Exercise objective.
Retype the listing that follows, word for word.

┌──

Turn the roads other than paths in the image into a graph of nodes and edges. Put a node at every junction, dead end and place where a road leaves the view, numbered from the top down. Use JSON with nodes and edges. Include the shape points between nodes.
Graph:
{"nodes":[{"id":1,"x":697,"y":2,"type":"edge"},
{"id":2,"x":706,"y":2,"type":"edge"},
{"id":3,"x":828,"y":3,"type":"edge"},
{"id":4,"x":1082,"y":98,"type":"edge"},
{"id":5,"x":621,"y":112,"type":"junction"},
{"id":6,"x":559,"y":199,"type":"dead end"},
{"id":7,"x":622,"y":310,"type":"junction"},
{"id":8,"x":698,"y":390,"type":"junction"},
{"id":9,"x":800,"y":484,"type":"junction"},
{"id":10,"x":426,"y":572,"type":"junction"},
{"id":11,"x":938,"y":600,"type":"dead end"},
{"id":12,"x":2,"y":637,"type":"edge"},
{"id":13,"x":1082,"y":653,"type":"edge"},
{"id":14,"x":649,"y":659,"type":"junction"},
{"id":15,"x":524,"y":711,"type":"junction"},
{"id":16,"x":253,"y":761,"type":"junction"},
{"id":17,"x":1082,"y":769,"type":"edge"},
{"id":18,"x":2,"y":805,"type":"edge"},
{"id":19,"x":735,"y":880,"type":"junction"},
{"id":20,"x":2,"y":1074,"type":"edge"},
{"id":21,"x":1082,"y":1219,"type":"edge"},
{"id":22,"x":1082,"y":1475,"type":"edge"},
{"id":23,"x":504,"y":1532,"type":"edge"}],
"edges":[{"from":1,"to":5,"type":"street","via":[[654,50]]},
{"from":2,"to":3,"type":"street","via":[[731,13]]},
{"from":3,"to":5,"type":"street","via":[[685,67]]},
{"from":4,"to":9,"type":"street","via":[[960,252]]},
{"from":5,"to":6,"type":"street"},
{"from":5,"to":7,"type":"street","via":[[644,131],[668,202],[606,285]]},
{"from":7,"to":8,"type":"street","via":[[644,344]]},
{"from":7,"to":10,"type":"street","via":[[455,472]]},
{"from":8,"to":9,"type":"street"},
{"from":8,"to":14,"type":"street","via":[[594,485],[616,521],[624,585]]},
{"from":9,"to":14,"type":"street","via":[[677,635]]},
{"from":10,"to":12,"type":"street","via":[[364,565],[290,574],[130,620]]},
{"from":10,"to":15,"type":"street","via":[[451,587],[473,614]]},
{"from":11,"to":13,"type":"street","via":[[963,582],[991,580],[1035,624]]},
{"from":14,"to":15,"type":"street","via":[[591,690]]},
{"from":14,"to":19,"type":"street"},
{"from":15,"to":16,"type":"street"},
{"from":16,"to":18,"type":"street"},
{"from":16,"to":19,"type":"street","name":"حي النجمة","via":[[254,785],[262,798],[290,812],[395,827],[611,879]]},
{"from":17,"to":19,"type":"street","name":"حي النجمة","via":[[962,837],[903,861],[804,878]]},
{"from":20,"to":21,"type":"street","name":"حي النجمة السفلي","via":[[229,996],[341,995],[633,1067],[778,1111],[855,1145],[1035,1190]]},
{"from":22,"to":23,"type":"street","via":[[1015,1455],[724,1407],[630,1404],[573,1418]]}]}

└──

Exercise response.
Turn the roads other than paths in the image into a graph of nodes and edges. Put a node at every junction, dead end and place where a road leaves the view, numbered from the top down. Use JSON with nodes and edges. Include the shape points between nodes.
Graph:
{"nodes":[{"id":1,"x":697,"y":2,"type":"edge"},
{"id":2,"x":706,"y":2,"type":"edge"},
{"id":3,"x":828,"y":3,"type":"edge"},
{"id":4,"x":1082,"y":98,"type":"edge"},
{"id":5,"x":621,"y":112,"type":"junction"},
{"id":6,"x":559,"y":199,"type":"dead end"},
{"id":7,"x":622,"y":310,"type":"junction"},
{"id":8,"x":698,"y":390,"type":"junction"},
{"id":9,"x":800,"y":484,"type":"junction"},
{"id":10,"x":426,"y":572,"type":"junction"},
{"id":11,"x":938,"y":600,"type":"dead end"},
{"id":12,"x":2,"y":637,"type":"edge"},
{"id":13,"x":1082,"y":653,"type":"edge"},
{"id":14,"x":649,"y":659,"type":"junction"},
{"id":15,"x":524,"y":711,"type":"junction"},
{"id":16,"x":253,"y":761,"type":"junction"},
{"id":17,"x":1082,"y":769,"type":"edge"},
{"id":18,"x":2,"y":805,"type":"edge"},
{"id":19,"x":735,"y":880,"type":"junction"},
{"id":20,"x":2,"y":1074,"type":"edge"},
{"id":21,"x":1082,"y":1219,"type":"edge"},
{"id":22,"x":1082,"y":1475,"type":"edge"},
{"id":23,"x":504,"y":1532,"type":"edge"}],
"edges":[{"from":1,"to":5,"type":"street","via":[[654,50]]},
{"from":2,"to":3,"type":"street","via":[[731,13]]},
{"from":3,"to":5,"type":"street","via":[[685,67]]},
{"from":4,"to":9,"type":"street","via":[[960,252]]},
{"from":5,"to":6,"type":"street"},
{"from":5,"to":7,"type":"street","via":[[644,131],[668,202],[606,285]]},
{"from":7,"to":8,"type":"street","via":[[644,344]]},
{"from":7,"to":10,"type":"street","via":[[455,472]]},
{"from":8,"to":9,"type":"street"},
{"from":8,"to":14,"type":"street","via":[[594,485],[616,521],[624,585]]},
{"from":9,"to":14,"type":"street","via":[[677,635]]},
{"from":10,"to":12,"type":"street","via":[[364,565],[290,574],[130,620]]},
{"from":10,"to":15,"type":"street","via":[[451,587],[473,614]]},
{"from":11,"to":13,"type":"street","via":[[963,582],[991,580],[1035,624]]},
{"from":14,"to":15,"type":"street","via":[[591,690]]},
{"from":14,"to":19,"type":"street"},
{"from":15,"to":16,"type":"street"},
{"from":16,"to":18,"type":"street"},
{"from":16,"to":19,"type":"street","name":"حي النجمة","via":[[254,785],[262,798],[290,812],[395,827],[611,879]]},
{"from":17,"to":19,"type":"street","name":"حي النجمة","via":[[962,837],[903,861],[804,878]]},
{"from":20,"to":21,"type":"street","name":"حي النجمة السفلي","via":[[229,996],[341,995],[633,1067],[778,1111],[855,1145],[1035,1190]]},
{"from":22,"to":23,"type":"street","via":[[1015,1455],[724,1407],[630,1404],[573,1418]]}]}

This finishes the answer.